Autism is a form of neurodivergence - a natural variation in human brains.


What Is ADHD?


ADHD (Attention Deficit Hyperactivity Disorder) is also a neurodevelopmental condition.


Despite the name, it isn’t about a lack of attention.


It’s about difficulty regulating attention.


ADHD affects:

  • Focus

  • Impulse control

  • Activity levels

  • Executive functioning


The Three Core Areas


Inattention

  • Difficulty sustaining focus

  • Forgetfulness

  • Disorganisation

  • Daydreaming


Hyperactivity

  • Restlessness

  • Fidgeting

  • Difficulty sitting still

In adults, this often becomes internal - a racing mind rather than visible movement.


Impulsivity

  • Interrupting

  • Acting without thinking

  • Emotional reactivity


Presentations of ADHD


There are three main presentations:

  • Primarily Inattentive

  • Primarily Hyperactive-Impulsive

  • Combined Type

Not everyone with ADHD is “bouncing off the walls.” Many adults - especially women - were overlooked because they were daydreamers, not disruptors.


ADHD in Adults


In adulthood, ADHD can look like:

  • Time blindness

  • Starting projects but struggling to finish

  • Hyperfocus on interests

  • Chronic overwhelm

  • Low self-worth after years of being told to “just try harder”
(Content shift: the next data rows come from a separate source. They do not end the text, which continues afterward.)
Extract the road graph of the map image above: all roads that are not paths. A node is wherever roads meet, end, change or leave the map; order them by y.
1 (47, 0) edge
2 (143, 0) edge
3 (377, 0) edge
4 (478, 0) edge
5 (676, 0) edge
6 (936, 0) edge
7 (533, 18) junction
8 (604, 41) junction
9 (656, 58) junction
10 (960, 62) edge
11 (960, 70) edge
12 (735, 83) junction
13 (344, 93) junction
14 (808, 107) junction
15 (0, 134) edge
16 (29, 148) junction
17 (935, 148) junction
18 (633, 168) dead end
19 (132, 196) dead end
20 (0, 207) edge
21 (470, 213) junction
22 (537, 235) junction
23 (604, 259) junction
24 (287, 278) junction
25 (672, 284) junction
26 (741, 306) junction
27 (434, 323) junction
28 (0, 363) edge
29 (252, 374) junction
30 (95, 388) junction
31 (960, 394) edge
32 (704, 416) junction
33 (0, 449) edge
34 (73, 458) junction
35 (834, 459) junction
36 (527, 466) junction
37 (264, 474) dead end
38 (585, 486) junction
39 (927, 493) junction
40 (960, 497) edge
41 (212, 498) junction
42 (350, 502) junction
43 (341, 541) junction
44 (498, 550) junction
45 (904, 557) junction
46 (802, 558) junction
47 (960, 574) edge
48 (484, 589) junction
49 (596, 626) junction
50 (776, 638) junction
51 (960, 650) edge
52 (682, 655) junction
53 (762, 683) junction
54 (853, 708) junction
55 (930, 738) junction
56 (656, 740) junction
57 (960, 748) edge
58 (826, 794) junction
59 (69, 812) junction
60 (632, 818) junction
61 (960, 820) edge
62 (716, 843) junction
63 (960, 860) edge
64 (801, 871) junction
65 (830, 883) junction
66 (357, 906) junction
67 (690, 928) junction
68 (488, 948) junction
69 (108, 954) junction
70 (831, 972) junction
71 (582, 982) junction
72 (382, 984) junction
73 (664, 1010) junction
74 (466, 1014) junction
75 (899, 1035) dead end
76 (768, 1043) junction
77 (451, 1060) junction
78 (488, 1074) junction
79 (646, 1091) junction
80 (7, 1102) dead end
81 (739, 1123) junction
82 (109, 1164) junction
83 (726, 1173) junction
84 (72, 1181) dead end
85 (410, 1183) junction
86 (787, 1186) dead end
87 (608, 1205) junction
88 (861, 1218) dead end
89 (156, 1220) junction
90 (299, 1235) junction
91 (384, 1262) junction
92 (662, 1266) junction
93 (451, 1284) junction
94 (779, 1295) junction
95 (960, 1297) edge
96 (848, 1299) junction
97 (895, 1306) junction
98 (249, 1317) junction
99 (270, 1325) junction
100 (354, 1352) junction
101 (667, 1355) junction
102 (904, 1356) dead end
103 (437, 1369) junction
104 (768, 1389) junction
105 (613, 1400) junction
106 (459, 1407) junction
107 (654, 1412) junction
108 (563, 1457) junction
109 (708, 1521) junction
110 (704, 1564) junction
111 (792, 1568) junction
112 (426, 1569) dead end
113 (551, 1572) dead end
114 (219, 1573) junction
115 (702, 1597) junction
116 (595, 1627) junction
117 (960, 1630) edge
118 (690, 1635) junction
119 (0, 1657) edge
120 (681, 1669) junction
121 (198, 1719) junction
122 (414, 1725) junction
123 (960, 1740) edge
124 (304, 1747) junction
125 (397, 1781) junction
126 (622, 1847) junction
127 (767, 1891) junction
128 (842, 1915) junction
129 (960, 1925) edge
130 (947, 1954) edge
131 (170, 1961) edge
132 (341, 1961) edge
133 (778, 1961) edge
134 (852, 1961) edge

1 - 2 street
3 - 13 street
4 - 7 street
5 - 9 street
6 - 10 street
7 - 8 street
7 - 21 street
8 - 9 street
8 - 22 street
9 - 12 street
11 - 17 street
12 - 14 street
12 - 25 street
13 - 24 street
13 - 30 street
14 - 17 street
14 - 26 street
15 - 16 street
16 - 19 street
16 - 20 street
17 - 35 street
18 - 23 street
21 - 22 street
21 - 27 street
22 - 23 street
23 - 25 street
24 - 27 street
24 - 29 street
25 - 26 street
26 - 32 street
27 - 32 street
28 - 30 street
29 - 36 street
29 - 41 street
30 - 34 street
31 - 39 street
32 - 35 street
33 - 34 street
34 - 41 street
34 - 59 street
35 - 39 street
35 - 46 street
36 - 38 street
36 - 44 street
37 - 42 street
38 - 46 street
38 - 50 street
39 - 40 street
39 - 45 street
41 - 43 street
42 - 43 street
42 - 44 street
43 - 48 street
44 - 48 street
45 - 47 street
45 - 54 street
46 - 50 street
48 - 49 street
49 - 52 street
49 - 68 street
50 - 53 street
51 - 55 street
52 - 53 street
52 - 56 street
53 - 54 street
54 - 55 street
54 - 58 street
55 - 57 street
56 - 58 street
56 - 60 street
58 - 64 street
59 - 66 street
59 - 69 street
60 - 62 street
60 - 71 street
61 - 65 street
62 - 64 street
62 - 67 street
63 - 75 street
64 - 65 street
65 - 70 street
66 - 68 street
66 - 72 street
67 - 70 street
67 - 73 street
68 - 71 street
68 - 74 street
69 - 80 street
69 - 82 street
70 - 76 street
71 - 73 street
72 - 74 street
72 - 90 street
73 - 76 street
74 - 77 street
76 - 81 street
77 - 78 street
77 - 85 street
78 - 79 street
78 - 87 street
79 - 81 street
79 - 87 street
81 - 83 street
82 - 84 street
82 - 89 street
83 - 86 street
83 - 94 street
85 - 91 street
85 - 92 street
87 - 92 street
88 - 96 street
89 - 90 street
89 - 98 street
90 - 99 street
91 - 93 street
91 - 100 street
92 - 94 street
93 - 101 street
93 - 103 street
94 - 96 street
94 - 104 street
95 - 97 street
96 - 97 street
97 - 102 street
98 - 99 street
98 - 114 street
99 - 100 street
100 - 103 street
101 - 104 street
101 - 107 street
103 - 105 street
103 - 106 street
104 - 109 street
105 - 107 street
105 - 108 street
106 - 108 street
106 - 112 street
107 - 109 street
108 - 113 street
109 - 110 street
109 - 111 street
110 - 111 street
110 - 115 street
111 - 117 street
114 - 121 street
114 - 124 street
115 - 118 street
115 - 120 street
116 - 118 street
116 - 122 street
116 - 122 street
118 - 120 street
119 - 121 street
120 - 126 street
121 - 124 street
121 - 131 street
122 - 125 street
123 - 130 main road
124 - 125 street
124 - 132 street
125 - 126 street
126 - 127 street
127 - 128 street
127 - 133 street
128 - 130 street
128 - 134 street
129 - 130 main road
Understanding ADHD can feel like someone finally turning the lights on in a room you’ve been stumbling around in for years.


What Is AuDHD?


AuDHD is a community term used to describe someone who is both autistic and has ADHD.
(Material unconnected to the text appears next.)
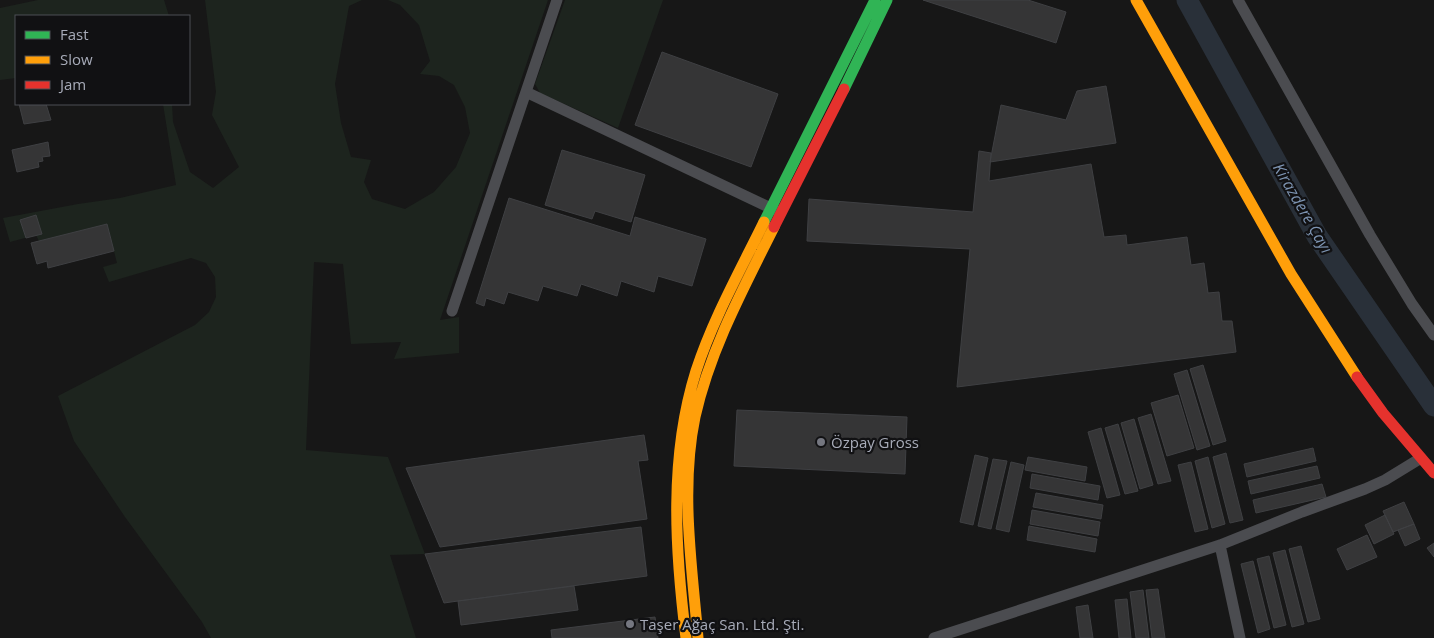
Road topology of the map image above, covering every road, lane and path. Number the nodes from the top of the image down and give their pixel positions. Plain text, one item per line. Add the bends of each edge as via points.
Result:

It isn’t a formal diagnostic label, but dual diagnosis has been officially recognised since 2013, when the Diagnostic and Statistical Manual of Mental Disorders, Fifth Edition allowed autism and ADHD to be diagnosed together.


Research shows significant overlap between the two.


The Internal Push and Pull


AuDHD can feel like:

  • Craving routine (autism)

  • Craving novelty (ADHD)

  • Needing structure

  • Rebelling against structure

  • Hyperfocusing intensely

  • Struggling to start basic tasks


It can feel contradictory. Confusing. Exhausting.


For many, it explains cycles of burnout - especially when masking heavily to cope socially.


Common AuDHD Experiences

  • Sensory sensitivity

  • Executive dysfunction

  • Emotional intensity

  • Rapid social battery drain

  • Deep masking

  • Burnout


When I first understood the overlap, the contradictions made sense. I wasn’t inconsistent. I wasn’t failing. My brain just had competing needs.


Why This Understanding Matters


Because mislabelling yourself leads to self-blame.


Because being told you’re: “too sensitive”

“lazy”

“rigid”

“dramatic”

“not living up to your potential”

… leaves scars.


Understanding whether traits are autistic, ADHD-related, or both isn’t about collecting diagnoses. It’s about:

  • Removing shame

  • Finding the right support

  • Adjusting your environment

  • Learning how your nervous system works

When you understand your brain, you stop fighting it.


You start working with it.


And that shift?

It changes everything.


This is what Living Decoded is about.


Not pathologising difference.

Not romanticising struggle.

But understanding our wiring deeply enough to live with compassion - for ourselves and for the people we love.